Mentre l’anima cantava le 42 confessioni negative, un gruppo di giudici noti come i 42 Assessori di Maat guardava. I 42 Assessori di Maat erano 42 divinità che aiutavano Osiride a determinare il destino dei morti. Le 42 confessioni negative, pure note come le 42 confessioni di Maat, erano legate a ciascuno dei 42 Assessori di Maat. L’anima recitava ciascuna confessione per impedire agli Assessori di condannare l’anima.

Testi funerari egizi

I testi funerari egizi erano iscrizioni che erano sepolte con i morti per prepararli all’aldilà. Le iscrizioni erano per lo più scritte per adattarsi alle persone defunte individuali. Esprimevano la vita del defunto e la loro moralità in accordo con Maat.

Uno dei testi funerari più popolari, chiamato il Papiro di Ani, era presente nel Libro del Venire Fuori di Giorno, popolarmente chiamato il Libro dei morti. Il Papiro di Ani, compilato dal sacerdote Ani, presentava le 42 Confessioni negative. Il Libro dei morti era una guida per l’anima del defunto nella fase successiva.

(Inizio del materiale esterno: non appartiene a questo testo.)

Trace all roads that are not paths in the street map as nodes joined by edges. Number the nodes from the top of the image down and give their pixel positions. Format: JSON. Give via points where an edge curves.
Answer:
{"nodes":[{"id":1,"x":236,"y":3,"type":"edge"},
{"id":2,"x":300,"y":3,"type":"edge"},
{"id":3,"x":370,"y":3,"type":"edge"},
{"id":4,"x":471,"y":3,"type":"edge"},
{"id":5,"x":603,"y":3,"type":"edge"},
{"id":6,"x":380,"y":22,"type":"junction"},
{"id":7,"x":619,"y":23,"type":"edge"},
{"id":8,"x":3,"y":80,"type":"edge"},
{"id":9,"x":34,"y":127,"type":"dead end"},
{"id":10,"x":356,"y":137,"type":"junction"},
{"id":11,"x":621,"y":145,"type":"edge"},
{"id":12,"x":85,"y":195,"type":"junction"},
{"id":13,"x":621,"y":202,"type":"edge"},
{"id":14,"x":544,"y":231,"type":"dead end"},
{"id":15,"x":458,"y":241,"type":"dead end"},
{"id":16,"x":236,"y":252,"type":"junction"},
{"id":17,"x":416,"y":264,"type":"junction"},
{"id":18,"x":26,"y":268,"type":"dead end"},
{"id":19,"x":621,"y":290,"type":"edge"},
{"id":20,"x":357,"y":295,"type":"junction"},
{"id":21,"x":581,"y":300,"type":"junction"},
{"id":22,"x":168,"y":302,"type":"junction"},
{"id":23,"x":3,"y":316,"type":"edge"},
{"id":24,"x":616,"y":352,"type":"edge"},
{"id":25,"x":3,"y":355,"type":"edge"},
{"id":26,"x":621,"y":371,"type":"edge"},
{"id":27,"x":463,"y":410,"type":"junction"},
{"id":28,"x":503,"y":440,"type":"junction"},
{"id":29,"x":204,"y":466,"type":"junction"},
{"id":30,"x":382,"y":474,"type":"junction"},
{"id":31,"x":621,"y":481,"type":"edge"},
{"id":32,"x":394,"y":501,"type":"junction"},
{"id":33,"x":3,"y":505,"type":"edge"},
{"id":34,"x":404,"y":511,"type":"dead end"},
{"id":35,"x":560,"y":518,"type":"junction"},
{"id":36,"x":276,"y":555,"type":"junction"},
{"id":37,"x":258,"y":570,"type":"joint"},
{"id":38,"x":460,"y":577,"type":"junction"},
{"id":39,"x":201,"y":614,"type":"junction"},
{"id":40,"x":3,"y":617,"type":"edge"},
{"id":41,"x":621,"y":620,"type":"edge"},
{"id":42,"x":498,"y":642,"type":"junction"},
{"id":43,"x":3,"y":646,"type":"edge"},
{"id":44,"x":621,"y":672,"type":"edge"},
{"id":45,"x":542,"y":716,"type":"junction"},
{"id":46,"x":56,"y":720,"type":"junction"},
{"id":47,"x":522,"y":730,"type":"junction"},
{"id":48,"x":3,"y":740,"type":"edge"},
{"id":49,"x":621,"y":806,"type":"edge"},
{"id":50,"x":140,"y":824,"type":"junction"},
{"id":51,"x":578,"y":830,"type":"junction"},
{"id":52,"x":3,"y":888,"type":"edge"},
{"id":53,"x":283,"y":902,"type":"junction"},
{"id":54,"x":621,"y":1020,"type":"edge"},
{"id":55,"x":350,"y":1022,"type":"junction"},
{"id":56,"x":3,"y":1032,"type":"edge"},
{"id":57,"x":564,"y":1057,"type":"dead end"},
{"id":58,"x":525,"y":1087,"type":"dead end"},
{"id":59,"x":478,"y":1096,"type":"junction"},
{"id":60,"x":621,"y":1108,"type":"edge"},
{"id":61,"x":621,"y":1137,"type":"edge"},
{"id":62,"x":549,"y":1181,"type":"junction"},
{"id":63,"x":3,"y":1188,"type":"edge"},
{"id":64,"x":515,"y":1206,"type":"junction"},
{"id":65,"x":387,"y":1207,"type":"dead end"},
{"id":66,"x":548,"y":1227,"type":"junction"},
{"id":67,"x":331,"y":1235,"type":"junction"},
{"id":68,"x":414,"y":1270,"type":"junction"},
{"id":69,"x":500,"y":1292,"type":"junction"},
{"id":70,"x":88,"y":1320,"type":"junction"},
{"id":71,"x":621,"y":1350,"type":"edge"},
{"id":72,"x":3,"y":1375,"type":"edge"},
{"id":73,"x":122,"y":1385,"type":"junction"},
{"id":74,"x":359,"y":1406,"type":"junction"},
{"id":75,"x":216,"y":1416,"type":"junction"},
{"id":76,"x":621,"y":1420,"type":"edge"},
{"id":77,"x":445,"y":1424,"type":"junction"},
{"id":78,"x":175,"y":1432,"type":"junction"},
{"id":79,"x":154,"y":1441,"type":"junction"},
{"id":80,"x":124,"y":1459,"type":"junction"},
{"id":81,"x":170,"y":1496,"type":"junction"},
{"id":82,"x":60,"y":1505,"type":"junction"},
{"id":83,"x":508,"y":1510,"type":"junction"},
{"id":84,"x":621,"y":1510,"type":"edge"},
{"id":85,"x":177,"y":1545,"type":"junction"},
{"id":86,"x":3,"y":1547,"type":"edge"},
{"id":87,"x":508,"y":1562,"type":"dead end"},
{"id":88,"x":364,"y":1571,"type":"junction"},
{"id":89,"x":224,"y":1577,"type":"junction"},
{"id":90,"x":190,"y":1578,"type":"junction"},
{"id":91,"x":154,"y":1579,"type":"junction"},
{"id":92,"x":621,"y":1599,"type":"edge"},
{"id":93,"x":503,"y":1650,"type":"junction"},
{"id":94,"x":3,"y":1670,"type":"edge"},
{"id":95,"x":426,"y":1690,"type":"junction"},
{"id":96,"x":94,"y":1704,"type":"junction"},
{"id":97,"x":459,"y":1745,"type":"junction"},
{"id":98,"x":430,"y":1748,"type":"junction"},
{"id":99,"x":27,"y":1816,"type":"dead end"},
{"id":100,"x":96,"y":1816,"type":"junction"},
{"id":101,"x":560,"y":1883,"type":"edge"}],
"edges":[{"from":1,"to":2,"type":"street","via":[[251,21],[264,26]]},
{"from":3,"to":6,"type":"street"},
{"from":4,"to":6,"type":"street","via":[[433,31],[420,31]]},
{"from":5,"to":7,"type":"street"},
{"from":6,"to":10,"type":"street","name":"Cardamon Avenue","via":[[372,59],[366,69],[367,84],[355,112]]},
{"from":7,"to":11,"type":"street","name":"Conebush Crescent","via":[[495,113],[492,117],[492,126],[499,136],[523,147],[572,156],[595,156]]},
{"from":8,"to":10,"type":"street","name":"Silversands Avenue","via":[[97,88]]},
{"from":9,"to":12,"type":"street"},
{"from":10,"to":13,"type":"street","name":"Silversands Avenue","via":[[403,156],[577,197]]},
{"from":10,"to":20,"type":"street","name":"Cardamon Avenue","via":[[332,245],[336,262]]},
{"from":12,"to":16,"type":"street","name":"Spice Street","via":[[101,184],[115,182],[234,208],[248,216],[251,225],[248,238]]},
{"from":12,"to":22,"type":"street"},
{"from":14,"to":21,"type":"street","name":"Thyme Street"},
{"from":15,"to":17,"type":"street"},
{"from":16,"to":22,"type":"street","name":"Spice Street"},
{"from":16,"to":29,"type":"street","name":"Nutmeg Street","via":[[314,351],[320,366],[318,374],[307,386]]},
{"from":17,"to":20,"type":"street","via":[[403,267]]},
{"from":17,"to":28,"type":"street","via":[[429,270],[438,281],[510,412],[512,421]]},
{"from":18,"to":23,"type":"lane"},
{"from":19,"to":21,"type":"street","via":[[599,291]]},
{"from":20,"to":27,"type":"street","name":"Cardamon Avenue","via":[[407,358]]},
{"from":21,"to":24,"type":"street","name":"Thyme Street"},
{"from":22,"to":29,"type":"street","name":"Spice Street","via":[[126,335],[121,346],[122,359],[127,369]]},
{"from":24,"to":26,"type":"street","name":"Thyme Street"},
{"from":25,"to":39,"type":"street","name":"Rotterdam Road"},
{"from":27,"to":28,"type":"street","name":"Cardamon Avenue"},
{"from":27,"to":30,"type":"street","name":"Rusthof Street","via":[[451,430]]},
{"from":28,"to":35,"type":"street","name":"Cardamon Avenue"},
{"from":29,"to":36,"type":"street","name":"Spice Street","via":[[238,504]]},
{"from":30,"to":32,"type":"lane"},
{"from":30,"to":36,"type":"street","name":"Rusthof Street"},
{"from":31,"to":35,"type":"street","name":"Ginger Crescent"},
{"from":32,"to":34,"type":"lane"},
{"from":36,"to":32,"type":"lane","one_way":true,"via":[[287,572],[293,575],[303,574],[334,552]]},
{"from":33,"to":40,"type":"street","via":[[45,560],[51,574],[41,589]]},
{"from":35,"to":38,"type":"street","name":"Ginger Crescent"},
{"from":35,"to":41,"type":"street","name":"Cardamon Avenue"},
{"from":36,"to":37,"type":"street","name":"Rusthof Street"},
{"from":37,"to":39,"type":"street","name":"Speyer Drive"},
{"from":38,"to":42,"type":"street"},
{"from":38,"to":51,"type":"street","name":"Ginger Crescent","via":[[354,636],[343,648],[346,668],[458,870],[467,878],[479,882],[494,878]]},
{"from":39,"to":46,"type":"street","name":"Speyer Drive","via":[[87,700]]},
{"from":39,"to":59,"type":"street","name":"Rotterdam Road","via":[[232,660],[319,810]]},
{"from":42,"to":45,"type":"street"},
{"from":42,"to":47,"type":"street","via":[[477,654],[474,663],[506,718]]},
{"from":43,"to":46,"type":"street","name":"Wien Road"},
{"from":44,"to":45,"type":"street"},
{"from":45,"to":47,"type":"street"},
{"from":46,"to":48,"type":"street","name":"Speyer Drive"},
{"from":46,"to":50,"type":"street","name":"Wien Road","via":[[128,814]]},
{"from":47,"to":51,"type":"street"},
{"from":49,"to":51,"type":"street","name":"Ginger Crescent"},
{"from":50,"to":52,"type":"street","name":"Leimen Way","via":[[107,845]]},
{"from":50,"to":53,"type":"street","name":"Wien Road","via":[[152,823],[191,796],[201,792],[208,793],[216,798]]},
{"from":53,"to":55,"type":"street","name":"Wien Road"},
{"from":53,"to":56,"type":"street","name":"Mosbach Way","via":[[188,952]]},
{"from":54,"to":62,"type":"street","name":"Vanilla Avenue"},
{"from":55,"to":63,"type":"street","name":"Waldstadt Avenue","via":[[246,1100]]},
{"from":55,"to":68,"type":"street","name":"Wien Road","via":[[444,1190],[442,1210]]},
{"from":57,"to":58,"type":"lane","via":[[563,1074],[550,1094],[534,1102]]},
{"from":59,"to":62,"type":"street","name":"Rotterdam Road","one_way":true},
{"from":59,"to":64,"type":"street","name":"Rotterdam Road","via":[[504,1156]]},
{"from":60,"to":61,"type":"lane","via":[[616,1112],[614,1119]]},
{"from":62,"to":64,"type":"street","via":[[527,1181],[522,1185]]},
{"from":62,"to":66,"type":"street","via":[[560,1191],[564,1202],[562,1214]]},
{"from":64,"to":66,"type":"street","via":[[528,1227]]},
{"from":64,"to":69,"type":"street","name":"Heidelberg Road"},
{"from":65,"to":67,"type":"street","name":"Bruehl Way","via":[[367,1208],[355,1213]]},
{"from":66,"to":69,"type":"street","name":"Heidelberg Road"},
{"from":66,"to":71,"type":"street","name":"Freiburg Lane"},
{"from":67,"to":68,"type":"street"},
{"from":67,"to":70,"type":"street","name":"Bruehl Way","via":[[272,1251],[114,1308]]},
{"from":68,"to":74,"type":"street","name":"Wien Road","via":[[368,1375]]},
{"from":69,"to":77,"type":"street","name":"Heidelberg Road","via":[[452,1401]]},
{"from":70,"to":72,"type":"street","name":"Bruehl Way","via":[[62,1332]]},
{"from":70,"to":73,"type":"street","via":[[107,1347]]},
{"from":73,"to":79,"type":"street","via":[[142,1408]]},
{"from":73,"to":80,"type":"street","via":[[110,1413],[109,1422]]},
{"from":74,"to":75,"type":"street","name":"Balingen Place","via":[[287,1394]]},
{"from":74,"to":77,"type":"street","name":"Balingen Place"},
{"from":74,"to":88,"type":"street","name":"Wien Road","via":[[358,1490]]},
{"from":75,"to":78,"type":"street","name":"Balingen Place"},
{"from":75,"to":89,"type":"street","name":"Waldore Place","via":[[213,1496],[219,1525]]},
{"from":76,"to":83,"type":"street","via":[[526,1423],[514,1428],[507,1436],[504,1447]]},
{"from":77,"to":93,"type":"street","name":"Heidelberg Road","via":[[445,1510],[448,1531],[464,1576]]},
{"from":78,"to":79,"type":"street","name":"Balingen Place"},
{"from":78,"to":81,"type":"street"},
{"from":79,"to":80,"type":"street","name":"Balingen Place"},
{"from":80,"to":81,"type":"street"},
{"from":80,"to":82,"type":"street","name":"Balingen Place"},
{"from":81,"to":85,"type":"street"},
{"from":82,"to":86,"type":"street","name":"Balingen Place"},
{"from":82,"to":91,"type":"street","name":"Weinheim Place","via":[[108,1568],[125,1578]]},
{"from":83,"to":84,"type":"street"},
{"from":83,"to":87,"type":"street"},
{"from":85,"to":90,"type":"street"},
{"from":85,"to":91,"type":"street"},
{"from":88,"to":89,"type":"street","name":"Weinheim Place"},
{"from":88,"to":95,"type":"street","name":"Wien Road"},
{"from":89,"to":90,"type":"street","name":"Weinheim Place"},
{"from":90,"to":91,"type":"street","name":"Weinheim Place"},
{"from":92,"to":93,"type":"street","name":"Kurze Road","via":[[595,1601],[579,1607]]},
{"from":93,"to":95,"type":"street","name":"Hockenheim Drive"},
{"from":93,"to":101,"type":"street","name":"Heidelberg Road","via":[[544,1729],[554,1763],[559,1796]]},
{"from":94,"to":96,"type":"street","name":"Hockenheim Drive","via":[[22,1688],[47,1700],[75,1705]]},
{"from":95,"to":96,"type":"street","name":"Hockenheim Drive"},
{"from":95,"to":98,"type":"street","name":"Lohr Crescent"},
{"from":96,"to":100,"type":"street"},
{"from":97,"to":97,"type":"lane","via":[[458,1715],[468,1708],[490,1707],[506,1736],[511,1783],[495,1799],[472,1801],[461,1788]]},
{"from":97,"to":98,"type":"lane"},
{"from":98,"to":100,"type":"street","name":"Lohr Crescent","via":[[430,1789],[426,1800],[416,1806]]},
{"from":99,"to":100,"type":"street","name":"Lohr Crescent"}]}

La scoperta del Papiro di Ani

Il Papiro di Ani fu compilato nel 1250 a.C. e fu scoperto nel 1888 da un egittologo dall’Inghilterra di nome E.A. Wallis Budge. A causa della sua importanza nel capire la cultura egizia antica, Budge lo contrabbandò fuori dall’Egitto per studiarlo.

Riassunto

Maat dea della legge e dell’ordine

In questo articolo, abbiamo scoperto le leggi, i principi e i ruoli della divinità Maat e come influenzò la società egizia antica. Ecco un riassunto di ciò che abbiamo letto finora:

  • Maat era sia un’idea sia una divinità responsabile dell’ordine nell’antico Egitto.
  • Come dea, fu creata da Ra per scacciare il caos e portare ordine all’universo.
  • Sua madre era Hathor e suo marito era Thoth, con cui diede alla luce la dea Seshat.
  • Gli egizi la raffiguravano come una giovane donna con le ali di un avvoltoio che rappresentavano le sue abilità protettive e una piuma di struzzo.
  • Come idea, Maat serviva come base su cui operavano le leggi egizie antiche.
  • La sua piuma era pesata contro il cuore di una persona defunta per determinare dove l’anima avrebbe trascorso l’eternità.
  • Gli egizi usavano pure testi funerari che contenevano le 42 confessioni negative per aiutare il loro giudizio nell’aldilà.
  • I giusti che passavano il giudizio erano autorizzati a godere dell’eternità in paradiso mentre quelli che fallivano erano consumati dal demone Ammit.
  • Quando i greci conquistarono e governarono l’Egitto, non disposero delle leggi e dei principi di Maat. Piuttosto, introdussero la legge greca accanto alla legge egizia basata su Maat.

I principi sono ancora rilevanti oggi poiché aiutano a stabilire l’ordine anche nel mondo moderno.